Saturday, July 19, 2014: 12:30 PM
Room: Booth 60
Oral Presentation
Gülsüm DEPELI , Hacettepe University, Ankara, Turkey
AUTOBIOGRAPHICAL NARRATION IN TURKISH WOMEN WEBLOGS

Last decades have witnessed a shift in the textual genre of life narratives from conventional biography to autobiography. Both the feminist qualitative researches and the quantitative data on the profiles of weblog users reveal that this shift from biography to autobiography also led to a remarkable transition from a male domain towards the female one in life narratives. Moreover, in the era of digital media, new communication technologies also created significant changes in the form and content of “writing about oneself”. They have enriched the forms of expressions through new textual and audio-visual supports. Besides, the intellectual and emotional mood of the autobiographic texts has also changed in a considerable way. Autobiographic texts of today, which are framing a new kind of “private publics”, are roughly being generated in the light of certain dichotomies such as the present versus the past, fictional versus factual/real, life versus death, whole versus partial, Erlebnis versus Erfahrung (in terms of Benjamin’s conceptualization), and, intimacy/subjectivity versus objective distance.
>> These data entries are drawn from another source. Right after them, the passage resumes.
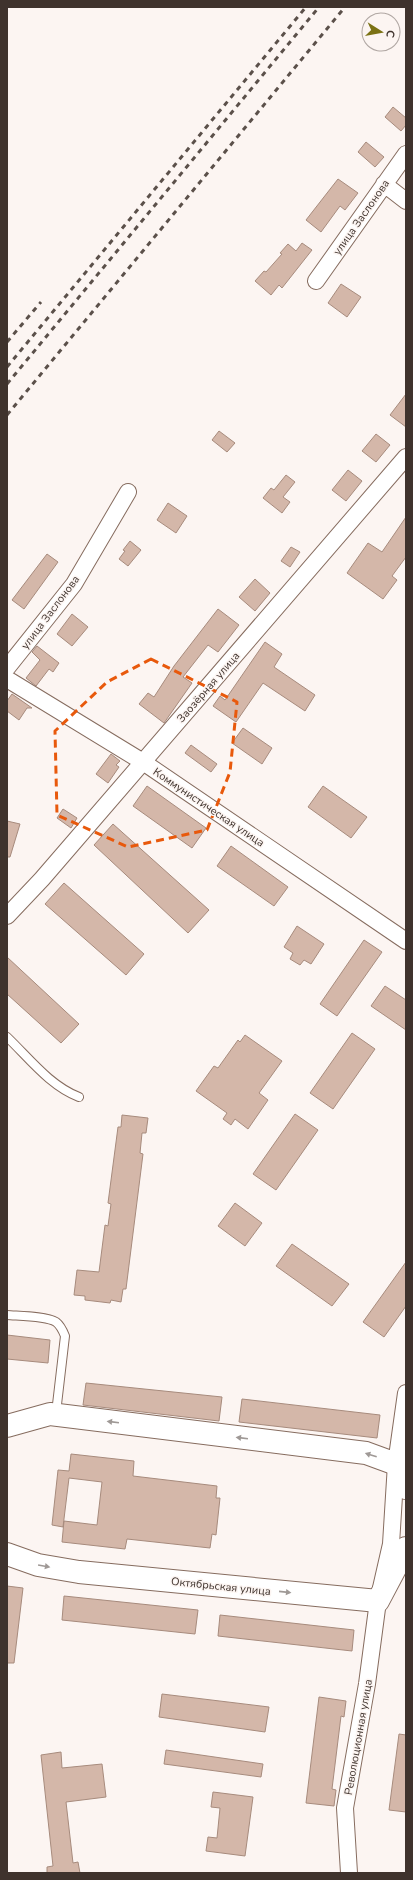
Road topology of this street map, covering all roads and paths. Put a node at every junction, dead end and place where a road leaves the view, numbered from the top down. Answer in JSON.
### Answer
{"nodes":[{"id":1,"x":406,"y":154,"type":"edge"},
{"id":2,"x":384,"y":184,"type":"junction"},
{"id":3,"x":406,"y":201,"type":"edge"},
{"id":4,"x":316,"y":281,"type":"dead end"},
{"id":5,"x":406,"y":457,"type":"edge"},
{"id":6,"x":128,"y":492,"type":"dead end"},
{"id":7,"x":7,"y":668,"type":"edge"},
{"id":8,"x":7,"y":679,"type":"edge"},
{"id":9,"x":143,"y":762,"type":"junction"},
{"id":10,"x":7,"y":916,"type":"edge"},
{"id":11,"x":406,"y":940,"type":"edge"},
{"id":12,"x":7,"y":1037,"type":"edge"},
{"id":13,"x":79,"y":1097,"type":"dead end"},
{"id":14,"x":7,"y":1315,"type":"edge"},
{"id":15,"x":406,"y":1393,"type":"edge"},
{"id":16,"x":56,"y":1414,"type":"junction"},
{"id":17,"x":7,"y":1426,"type":"edge"},
{"id":18,"x":396,"y":1464,"type":"junction"},
{"id":19,"x":406,"y":1488,"type":"edge"},
{"id":20,"x":406,"y":1548,"type":"edge"},
{"id":21,"x":7,"y":1554,"type":"edge"},
{"id":22,"x":378,"y":1601,"type":"junction"},
{"id":23,"x":349,"y":1873,"type":"edge"}],
"edges":[{"from":1,"to":2,"type":"street","name":"улица Заслонова"},
{"from":2,"to":3,"type":"street"},
{"from":2,"to":4,"type":"street","name":"улица Заслонова"},
{"from":5,"to":9,"type":"street","name":"Заозёрная улица"},
{"from":6,"to":7,"type":"street","name":"улица Заслонова"},
{"from":8,"to":9,"type":"street","name":"Коммунистическая улица"},
{"from":9,"to":10,"type":"street","name":"Заозёрная улица"},
{"from":9,"to":11,"type":"street","name":"Коммунистическая улица"},
{"from":12,"to":13,"type":"lane"},
{"from":14,"to":16,"type":"lane"},
{"from":15,"to":18,"type":"street"},
{"from":16,"to":17,"type":"main road"},
{"from":18,"to":16,"type":"main road","one_way":true},
{"from":18,"to":19,"type":"main road"},
{"from":18,"to":22,"type":"street","name":"Революционная улица"},
{"from":20,"to":22,"type":"main road"},
{"from":21,"to":22,"type":"main road","name":"Октябрьская улица","one_way":true},
{"from":22,"to":23,"type":"street","name":"Революционная улица"}]}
Moreover, today not only the celebrity/famous people but also ordinary people can share their autobiography through the internet. Hence, it is possible to speak about a kind of democratization through the new media also in terms of acting as autobiographic personas.

In this paper, following the main path determined and marked by this ongoing shift, I will attempt to analyse Turkish women weblogs in the context of “autobiographical narrative” and the “construction of the self and identity” with regard to the controversial discussions on empowerment through new media.